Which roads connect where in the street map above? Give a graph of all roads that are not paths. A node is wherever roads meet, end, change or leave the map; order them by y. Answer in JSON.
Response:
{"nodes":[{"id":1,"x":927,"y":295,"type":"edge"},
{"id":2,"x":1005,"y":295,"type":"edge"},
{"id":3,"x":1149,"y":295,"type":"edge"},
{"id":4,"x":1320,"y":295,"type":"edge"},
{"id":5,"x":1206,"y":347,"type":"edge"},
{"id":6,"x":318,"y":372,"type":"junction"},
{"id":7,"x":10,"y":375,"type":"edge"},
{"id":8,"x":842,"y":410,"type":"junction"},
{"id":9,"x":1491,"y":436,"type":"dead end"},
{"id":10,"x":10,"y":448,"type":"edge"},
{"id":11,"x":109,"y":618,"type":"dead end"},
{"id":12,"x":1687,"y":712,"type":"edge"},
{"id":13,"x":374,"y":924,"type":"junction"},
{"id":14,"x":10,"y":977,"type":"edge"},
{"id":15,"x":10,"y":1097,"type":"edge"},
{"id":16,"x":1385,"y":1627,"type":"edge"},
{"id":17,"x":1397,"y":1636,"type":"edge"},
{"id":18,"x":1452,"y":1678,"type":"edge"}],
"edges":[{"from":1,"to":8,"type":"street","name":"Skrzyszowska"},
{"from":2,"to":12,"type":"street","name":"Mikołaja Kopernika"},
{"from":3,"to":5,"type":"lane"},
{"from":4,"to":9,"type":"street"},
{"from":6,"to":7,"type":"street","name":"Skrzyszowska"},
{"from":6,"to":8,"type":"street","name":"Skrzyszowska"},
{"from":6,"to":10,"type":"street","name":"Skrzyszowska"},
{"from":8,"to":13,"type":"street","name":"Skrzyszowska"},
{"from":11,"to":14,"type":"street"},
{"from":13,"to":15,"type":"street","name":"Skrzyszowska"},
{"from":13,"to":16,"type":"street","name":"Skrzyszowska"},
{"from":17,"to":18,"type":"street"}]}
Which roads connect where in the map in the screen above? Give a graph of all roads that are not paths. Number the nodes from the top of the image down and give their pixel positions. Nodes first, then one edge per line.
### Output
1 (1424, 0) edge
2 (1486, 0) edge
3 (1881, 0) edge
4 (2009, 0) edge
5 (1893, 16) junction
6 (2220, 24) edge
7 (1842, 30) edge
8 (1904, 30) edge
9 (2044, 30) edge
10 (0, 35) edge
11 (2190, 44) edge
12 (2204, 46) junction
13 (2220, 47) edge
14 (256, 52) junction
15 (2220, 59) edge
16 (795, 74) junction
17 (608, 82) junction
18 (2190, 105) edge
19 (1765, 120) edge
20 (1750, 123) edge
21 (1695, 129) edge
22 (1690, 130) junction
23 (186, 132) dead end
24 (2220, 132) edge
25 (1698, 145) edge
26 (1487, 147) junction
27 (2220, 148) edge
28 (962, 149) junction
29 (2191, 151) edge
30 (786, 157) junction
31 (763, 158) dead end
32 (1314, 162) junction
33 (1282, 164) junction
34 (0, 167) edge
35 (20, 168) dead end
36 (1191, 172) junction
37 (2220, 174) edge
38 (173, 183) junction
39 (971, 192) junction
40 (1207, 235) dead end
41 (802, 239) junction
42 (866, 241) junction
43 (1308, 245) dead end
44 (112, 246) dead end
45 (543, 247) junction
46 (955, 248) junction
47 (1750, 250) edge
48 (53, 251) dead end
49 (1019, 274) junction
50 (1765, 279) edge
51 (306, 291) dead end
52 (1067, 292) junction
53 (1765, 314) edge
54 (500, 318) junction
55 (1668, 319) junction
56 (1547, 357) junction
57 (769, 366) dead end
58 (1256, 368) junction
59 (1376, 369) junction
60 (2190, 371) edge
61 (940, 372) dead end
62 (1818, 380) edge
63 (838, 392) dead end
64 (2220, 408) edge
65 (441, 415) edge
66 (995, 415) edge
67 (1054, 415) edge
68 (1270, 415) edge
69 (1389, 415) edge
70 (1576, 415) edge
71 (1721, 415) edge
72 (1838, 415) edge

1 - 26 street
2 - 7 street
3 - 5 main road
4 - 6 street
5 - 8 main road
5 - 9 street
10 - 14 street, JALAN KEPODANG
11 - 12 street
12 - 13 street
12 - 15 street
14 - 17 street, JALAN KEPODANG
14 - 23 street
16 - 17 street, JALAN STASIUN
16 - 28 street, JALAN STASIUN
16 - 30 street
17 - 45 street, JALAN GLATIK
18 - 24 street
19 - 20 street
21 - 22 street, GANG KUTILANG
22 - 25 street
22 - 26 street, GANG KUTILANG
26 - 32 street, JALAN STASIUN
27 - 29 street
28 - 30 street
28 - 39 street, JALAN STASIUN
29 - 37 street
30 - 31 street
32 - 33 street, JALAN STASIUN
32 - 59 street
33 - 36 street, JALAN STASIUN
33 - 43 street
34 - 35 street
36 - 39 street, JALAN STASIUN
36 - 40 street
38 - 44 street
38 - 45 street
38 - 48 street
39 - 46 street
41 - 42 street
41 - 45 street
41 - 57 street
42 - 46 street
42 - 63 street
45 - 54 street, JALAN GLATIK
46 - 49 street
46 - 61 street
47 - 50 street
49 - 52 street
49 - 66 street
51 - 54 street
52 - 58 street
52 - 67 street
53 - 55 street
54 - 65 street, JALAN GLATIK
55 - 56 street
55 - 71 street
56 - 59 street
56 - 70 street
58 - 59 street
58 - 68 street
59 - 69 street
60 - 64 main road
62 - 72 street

══════

Description of the task:
Go through the data above and copy each line in which "Give" appears.

Answer section:
Which roads connect where in the street map above? Give a graph of all roads that are not paths. A node is wherever roads meet, end, change or leave the map; order them by y. Answer in JSON.
Which roads connect where in the map in the screen above? Give a graph of all roads that are not paths. Number the nodes from the top of the image down and give their pixel positions. Nodes first, then one edge per line.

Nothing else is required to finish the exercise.